__TASK GOAL__. In the entries below, the line with "I need the junctions" marks the start. Return it and every following line exactly, ending with the last.
==== RECORDS FOR THIS TASK ====
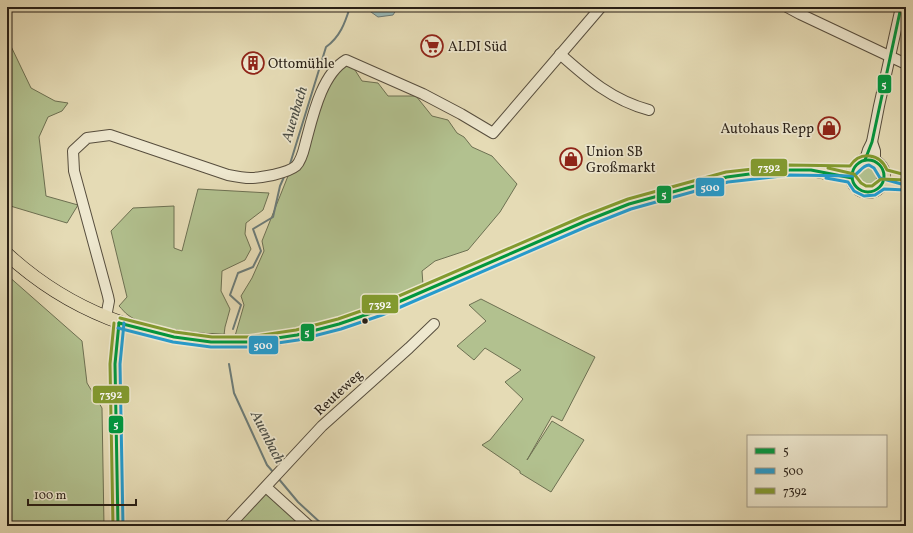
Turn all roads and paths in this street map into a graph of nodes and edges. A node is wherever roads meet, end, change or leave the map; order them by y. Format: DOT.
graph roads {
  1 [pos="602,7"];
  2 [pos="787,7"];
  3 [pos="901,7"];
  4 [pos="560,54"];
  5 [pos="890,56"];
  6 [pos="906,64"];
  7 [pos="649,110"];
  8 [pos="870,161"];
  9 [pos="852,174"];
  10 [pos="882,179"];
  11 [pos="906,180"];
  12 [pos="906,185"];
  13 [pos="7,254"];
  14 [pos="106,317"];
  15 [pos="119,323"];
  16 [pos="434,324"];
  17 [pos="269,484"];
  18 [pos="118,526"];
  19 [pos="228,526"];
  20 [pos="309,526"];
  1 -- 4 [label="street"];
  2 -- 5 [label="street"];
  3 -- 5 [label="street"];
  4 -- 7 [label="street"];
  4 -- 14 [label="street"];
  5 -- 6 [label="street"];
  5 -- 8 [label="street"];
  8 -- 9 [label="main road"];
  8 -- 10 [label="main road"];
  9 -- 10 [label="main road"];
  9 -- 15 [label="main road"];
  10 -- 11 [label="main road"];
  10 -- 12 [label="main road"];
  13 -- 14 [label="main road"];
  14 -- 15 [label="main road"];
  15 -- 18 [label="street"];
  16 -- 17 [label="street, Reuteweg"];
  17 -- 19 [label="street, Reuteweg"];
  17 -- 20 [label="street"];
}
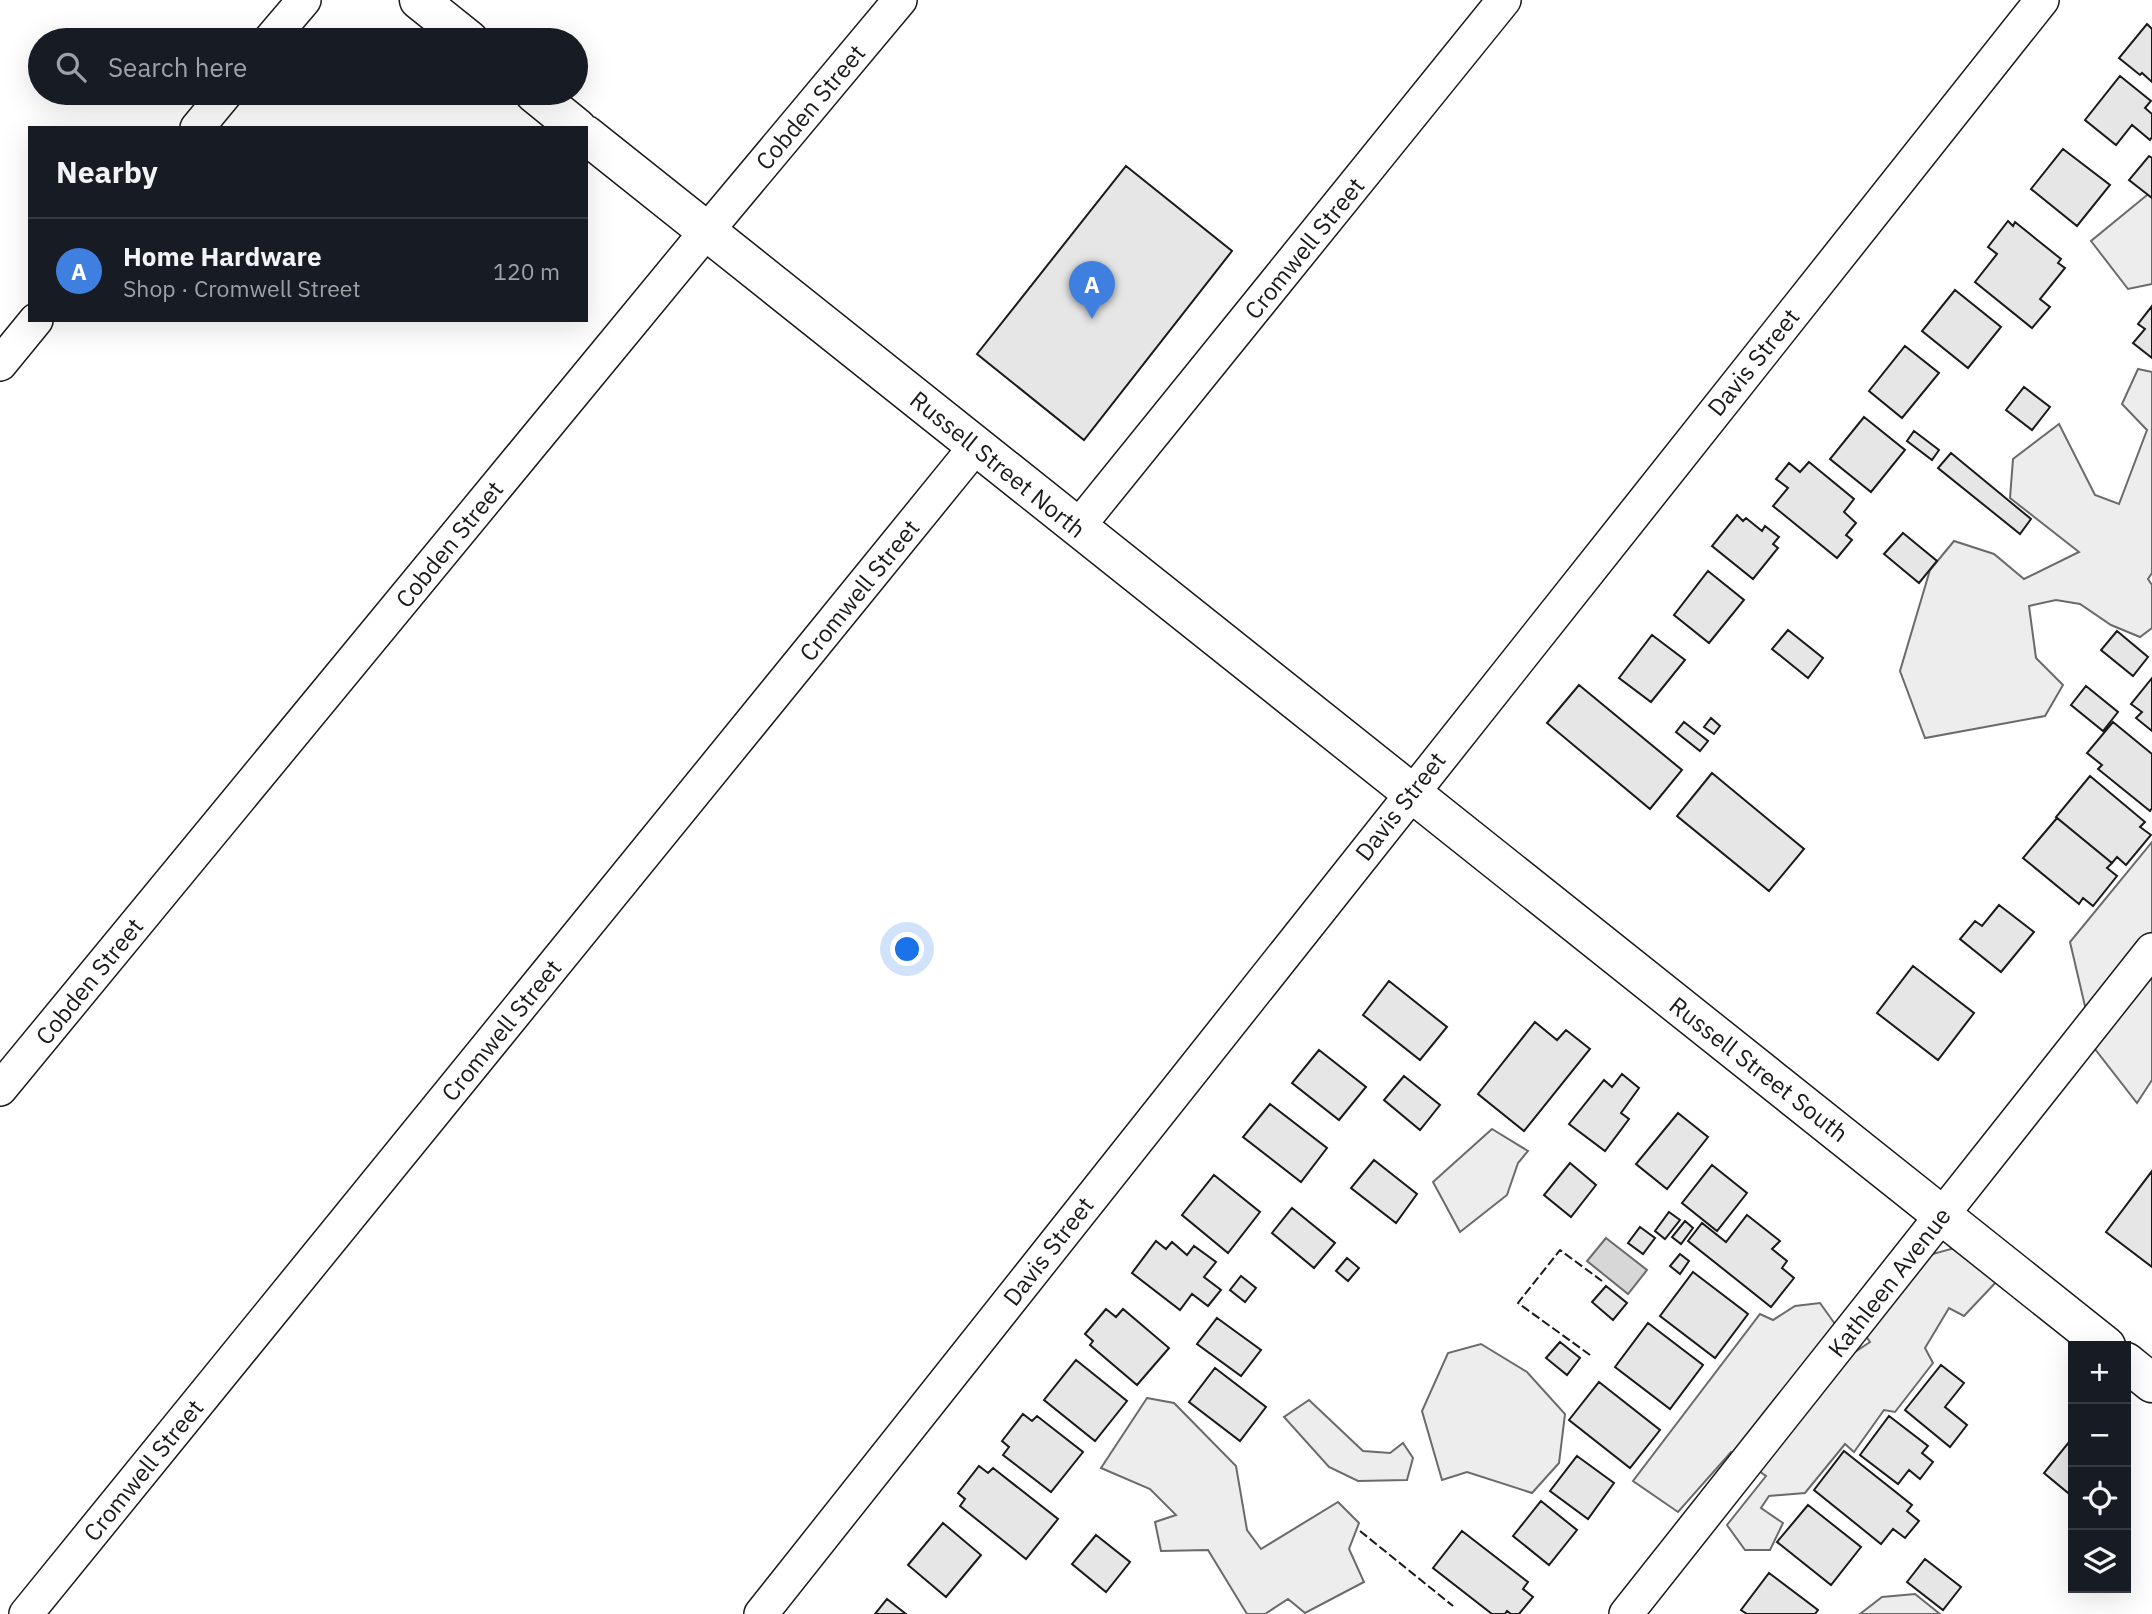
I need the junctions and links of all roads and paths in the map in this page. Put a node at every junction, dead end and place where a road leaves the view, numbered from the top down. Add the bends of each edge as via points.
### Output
====
__YOUR SOLUTION__.
I need the junctions and links of all roads and paths in the map in this page. Put a node at every junction, dead end and place where a road leaves the view, numbered from the top down. Add the bends of each edge as via points.
### Output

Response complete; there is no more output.